Task Execution and Cancellation Flow
-
When a new task is initiated:
- A unique
task_id
is generated using UUID. - The task status is set to 'running' in Redis.
- The
task_id
is included in the response headers as 'X-Task-ID'.
- A unique
-
To cancel a task:
- A POST request is sent to the
/cancel-reasoning-agent/{task_id}
endpoint. - The task status in Redis is updated to 'cancelled'.
- A POST request is sent to the
-
During execution:
- The agent periodically checks the task status in Redis.
- If the status is 'cancelled', the agent will stop processing and gracefully terminate the task.
Redis Integration
The system uses a Redis container (xrx-redis) to store and manage task statuses. This allows for efficient, real-time status updates and checks across the distributed system.
If you are using the docker-compose setup, the Redis container will be automatically started and the reasoning agent will be able to use it as long as the environment variable is correctly set as shown below.
REDIS_HOST="xrx-redis"
If you are running the agent locally outside of docker compose, the reasoning agent will look for a Redis container on the default host (localhost
) and port (6379
). In order to start that server, you can use the following command:
docker run -d --name redis-server -p 6379:6379 redis
API Usage Example
To cancel a task, send a POST request to the cancellation endpoint:
POST /cancel-reasoning-agent/{task_id}
Example response:
{
"detail": "Task {task_id} cancelled"
}
If successful, this will return a 200 status code. In case of an error, it will return a 500 status code with an error message.
Implementation Details
The cancellation mechanism is implemented in the FastAPI application:
@app.post("/cancel-reasoning-agent/{task_id}")
async def cancel_agent(task_id: str):
try:
await redis_client.set(task_id, 'cancelled')
logger.info(f"Task {task_id} set to cancelled")

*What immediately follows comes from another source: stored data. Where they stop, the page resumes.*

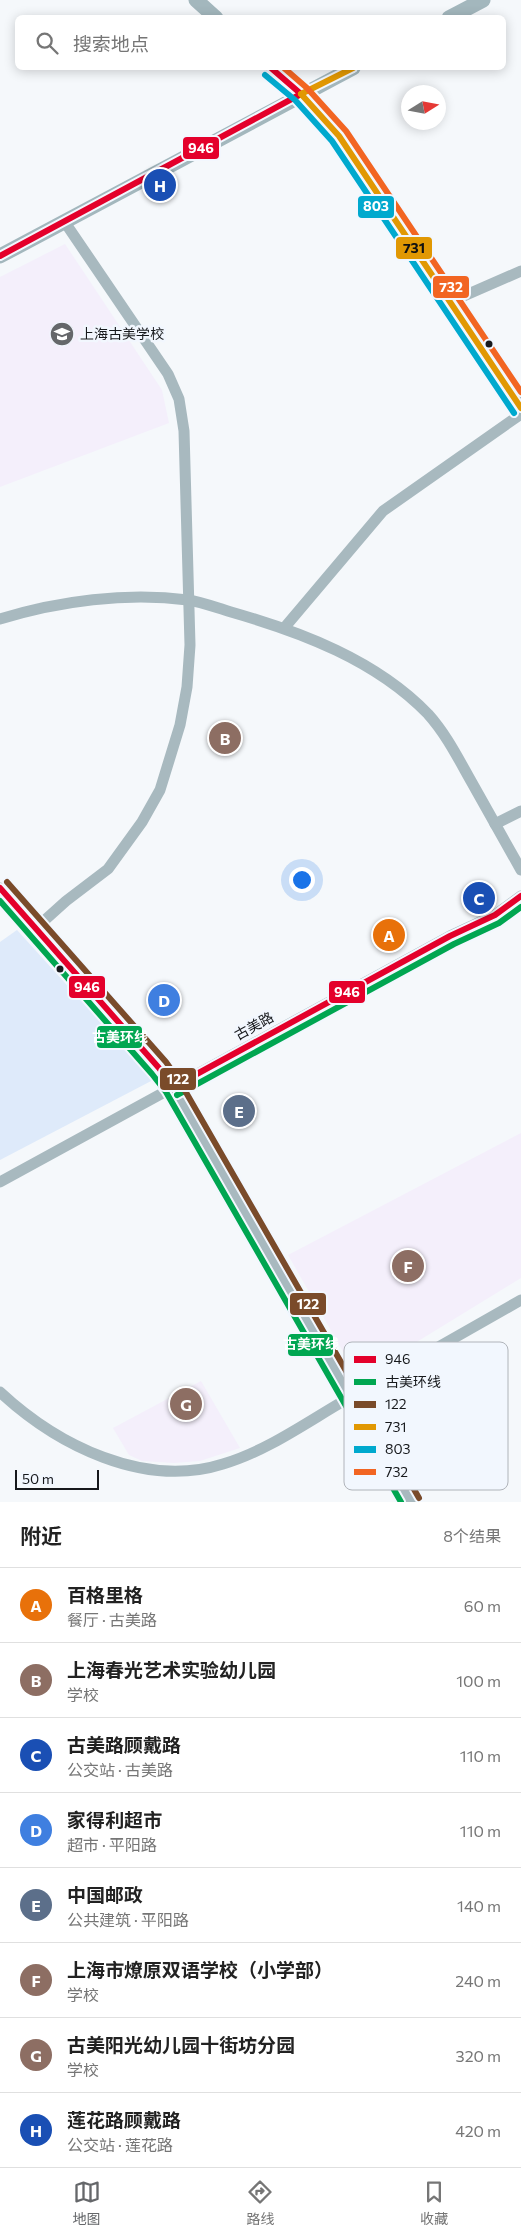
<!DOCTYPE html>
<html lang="zh">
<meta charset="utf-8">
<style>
:root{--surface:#fff;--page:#f2f2f2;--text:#222;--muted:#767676;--line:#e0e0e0;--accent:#65676a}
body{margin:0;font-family:Commissioner,"Noto Sans SC",sans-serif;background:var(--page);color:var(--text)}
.compass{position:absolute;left:401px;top:85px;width:45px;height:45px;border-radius:50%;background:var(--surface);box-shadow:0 2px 12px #0003;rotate:79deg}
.scale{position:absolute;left:15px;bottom:12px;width:84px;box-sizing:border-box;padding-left:5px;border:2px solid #17191c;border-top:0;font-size:14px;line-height:18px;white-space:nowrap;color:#17191c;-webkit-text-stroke:4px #f2f7fe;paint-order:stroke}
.you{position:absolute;left:301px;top:879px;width:18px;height:18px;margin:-12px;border:4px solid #fff;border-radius:50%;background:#1a73e8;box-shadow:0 0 0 8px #1a73e833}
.badge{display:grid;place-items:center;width:32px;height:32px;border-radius:50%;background:var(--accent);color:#fff;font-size:16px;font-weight:700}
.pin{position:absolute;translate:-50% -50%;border:2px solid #fff;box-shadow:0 1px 5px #0006}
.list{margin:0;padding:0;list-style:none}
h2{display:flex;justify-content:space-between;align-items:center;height:65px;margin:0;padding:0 20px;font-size:21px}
h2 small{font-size:16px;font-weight:400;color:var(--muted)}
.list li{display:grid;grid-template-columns:32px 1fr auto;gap:15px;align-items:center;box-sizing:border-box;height:75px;padding:0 20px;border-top:1px solid var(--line)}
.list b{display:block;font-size:19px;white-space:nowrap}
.list p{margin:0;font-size:16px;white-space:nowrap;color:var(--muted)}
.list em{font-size:16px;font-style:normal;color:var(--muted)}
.icon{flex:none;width:28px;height:28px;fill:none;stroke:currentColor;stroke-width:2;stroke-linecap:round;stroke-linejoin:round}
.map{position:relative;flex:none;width:521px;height:1502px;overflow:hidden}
.search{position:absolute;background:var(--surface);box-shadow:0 2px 12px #0003;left:15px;right:15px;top:15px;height:55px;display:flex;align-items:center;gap:12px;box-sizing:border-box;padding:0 18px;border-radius:8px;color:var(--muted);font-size:19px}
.sheet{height:665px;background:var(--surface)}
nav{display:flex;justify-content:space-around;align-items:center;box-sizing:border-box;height:70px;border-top:1px solid var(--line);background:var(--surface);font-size:14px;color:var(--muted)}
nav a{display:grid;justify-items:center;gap:2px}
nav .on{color:var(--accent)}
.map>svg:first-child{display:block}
</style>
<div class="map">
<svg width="521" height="1502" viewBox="0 0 521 1502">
<rect width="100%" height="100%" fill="#f5f8fb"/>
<g fill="#f4effb">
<polygon points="65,244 162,390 169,423 0,487 0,277"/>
<polygon points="521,1133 521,1278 358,1378 288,1255"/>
<polygon points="201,1381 240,1448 200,1461 174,1463 142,1461 129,1455 113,1428"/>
</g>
<polygon fill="#deeafa" points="17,930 153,1080 0,1160 0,942"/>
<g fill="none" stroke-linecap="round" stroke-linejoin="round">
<g stroke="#a8b9bf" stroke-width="11">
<polyline points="450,302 521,271"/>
<path d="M0,619C59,601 126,592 188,600C202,602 217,608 231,612C301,632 376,660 428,714C446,734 458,758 471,781C488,811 504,840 521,870"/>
<polyline points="285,627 383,511 521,414"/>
<polyline points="495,824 521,811"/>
<polyline points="0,888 159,1068 173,1087 411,1502"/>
<polyline points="36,928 66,901 108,869 142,822 160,790 180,725 187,687 190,645 184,431 179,399 168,374 64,221"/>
<polyline points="0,1182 450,936 495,915 521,896"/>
<path d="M0,1392C57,1445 144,1489 223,1464C267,1451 307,1422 347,1399C405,1366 463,1333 521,1300"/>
</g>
<g stroke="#a3b7bd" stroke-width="15">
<polyline points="196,0 216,18"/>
<polyline points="449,18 483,0"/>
<polyline points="271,68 301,94 339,136 521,408"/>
<polyline points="0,256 353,68"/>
</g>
<g stroke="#f2f7fe" stroke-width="10">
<g id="bus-1">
<polyline points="0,256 301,94 271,68"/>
<polyline points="0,888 159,1068 173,1087"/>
<polyline points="173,1087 450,936 495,915 521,896"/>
</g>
</g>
<g stroke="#f2f7fe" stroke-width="10">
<g id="bus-2">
<polyline points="0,901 152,1074 166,1092 401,1502"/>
<polyline points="177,1095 454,944 499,923 521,907"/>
</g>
</g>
<g stroke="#f2f7fe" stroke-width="10">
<polyline id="bus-3" points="7,882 166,1062 180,1082 419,1498"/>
</g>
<g stroke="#f2f7fe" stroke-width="10">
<g id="bus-4">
<polyline points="301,94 339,136 521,408"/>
<polyline points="301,94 353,68"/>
</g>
</g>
<g stroke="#f2f7fe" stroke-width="10">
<polyline id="bus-5" points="265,75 295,100 332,141 514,413"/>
</g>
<g stroke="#f2f7fe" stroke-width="10">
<polyline id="bus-6" points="284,68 307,88 346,131 521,392"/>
</g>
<use href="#bus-1" stroke="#e4002b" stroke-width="6"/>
<use href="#bus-2" stroke="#00a651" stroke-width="6"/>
<use href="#bus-3" stroke="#7a4b2a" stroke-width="6"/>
<use href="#bus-4" stroke="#e19803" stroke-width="6"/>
<use href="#bus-5" stroke="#00a9ce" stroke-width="6"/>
<use href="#bus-6" stroke="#f26522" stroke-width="6"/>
</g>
<defs>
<g id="school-disc" transform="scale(1.25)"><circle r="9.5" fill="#65676a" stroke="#f2f7fe"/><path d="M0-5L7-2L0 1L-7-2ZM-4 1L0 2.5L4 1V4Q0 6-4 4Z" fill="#fff"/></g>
</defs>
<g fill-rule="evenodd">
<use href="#school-disc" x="62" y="334"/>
</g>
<g fill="#17191c" stroke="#f2f7fe" stroke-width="2">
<circle cx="489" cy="344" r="4.5"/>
<circle cx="60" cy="969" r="4.5"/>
</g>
<g text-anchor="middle" stroke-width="5" stroke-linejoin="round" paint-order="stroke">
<g font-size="14" fill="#17191c" stroke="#f2f7fe" text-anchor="start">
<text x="80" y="339">上海古美学校</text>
</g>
<g font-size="14" fill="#17191c" stroke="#f2f7fe">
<text transform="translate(254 1026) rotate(-29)" y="5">古美路</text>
</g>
</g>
<rect x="344" y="1342" width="164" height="148" rx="8" fill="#f2f7fe" stroke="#b0b4ba" stroke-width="1"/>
<rect x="354" y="1356" width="22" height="7" fill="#e4002b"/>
<rect x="354" y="1379" width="22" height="6" fill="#00a651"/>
<rect x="354" y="1401" width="22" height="7" fill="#7a4b2a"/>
<rect x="354" y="1424" width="22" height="6" fill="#e19803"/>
<rect x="354" y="1446" width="22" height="7" fill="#00a9ce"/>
<rect x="354" y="1469" width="22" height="6" fill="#f26522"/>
<g font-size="14" fill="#17191c">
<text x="385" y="1364">946</text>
<text x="385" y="1387">古美环线</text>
<text x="385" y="1409">122</text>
<text x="385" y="1432">731</text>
<text x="385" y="1454">803</text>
<text x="385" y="1477">732</text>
</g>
<g stroke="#f2f7fe" stroke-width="2">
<rect x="182" y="136" width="38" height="24" rx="5" fill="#e4002b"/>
<rect x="357" y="195" width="38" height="24" rx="5" fill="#00a9ce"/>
<rect x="395" y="236" width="38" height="24" rx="5" fill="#e19803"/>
<rect x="432" y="275" width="38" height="24" rx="5" fill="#f26522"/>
<rect x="68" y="975" width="38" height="24" rx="5" fill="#e4002b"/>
<rect x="328" y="980" width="38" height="24" rx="5" fill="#e4002b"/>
<rect x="96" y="1025" width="47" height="24" rx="5" fill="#00a651"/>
<rect x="159" y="1067" width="38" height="24" rx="5" fill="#7a4b2a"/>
<rect x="289" y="1292" width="38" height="24" rx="5" fill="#7a4b2a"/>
<rect x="287" y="1333" width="47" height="24" rx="5" fill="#00a651"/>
</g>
<g font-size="14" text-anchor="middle" font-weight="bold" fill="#fff">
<text x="201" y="153">946</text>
<text x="376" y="211">803</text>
<text x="451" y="292">732</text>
<text x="87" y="992">946</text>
<text x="347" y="997">946</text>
<text x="120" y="1042">古美环线</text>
<text x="178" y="1084">122</text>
<text x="308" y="1309">122</text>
<text x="311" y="1349">古美环线</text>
</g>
<g font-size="14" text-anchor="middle" font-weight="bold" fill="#111">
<text x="414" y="253">731</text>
</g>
</svg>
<svg class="compass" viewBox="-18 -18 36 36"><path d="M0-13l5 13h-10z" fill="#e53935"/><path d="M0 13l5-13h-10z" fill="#767676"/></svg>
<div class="scale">50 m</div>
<div class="you"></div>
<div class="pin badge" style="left:389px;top:935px;background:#e8710a">A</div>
<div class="pin badge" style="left:225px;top:738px;background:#8d6e63">B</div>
<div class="pin badge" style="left:479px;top:898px;background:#1a4fb4">C</div>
<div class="pin badge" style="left:164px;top:1000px;background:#3f7fe0">D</div>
<div class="pin badge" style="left:239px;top:1111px;background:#5c6f8a">E</div>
<div class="pin badge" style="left:408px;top:1266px;background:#8d6e63">F</div>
<div class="pin badge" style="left:186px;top:1404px;background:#8d6e63">G</div>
<div class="pin badge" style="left:160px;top:185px;background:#1a4fb4">H</div>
<div class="search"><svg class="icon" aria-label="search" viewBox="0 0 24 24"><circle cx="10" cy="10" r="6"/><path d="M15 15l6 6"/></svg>搜索地点</div>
</div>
<section class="sheet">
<h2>附近<small>8个结果</small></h2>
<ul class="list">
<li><span class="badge" style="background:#e8710a">A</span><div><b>百格里格</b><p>餐厅 · 古美路</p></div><em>60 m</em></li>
<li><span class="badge" style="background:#8d6e63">B</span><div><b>上海春光艺术实验幼儿园</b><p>学校</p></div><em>100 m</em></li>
<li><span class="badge" style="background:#1a4fb4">C</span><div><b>古美路顾戴路</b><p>公交站 · 古美路</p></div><em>110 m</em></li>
<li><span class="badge" style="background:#3f7fe0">D</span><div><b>家得利超市</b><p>超市 · 平阳路</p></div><em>110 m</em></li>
<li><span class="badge" style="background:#5c6f8a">E</span><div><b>中国邮政</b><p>公共建筑 · 平阳路</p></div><em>140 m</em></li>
<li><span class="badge" style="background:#8d6e63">F</span><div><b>上海市燎原双语学校（小学部）</b><p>学校</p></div><em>240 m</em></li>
<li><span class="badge" style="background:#8d6e63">G</span><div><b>古美阳光幼儿园十街坊分园</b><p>学校</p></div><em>320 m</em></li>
<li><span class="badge" style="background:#1a4fb4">H</span><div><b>莲花路顾戴路</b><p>公交站 · 莲花路</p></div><em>420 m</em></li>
</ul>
</section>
<nav>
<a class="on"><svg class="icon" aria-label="map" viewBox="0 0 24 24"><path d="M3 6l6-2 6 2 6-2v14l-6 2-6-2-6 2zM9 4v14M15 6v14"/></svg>地图</a>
<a><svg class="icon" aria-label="directions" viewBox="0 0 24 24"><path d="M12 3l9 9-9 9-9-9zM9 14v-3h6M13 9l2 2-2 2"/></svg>路线</a>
<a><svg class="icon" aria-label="saved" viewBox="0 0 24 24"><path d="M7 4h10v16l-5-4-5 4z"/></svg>收藏</a>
</nav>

return JSONResponse(content={"detail": f"Task {task_id} cancelled"}, status_code=200)
except Exception as e:
logger.error(f"An error occurred while cancelling the task: {str(e)}")
return JSONResponse(content={"detail": f"An error occurred: {str(e)}"}, status_code=500)
This cancellation feature enhances the robustness of the Shopify reasoning agent, allowing for better control over task execution and improved user experience. It's particularly useful for long-running tasks or when the user decides to change their request mid-process.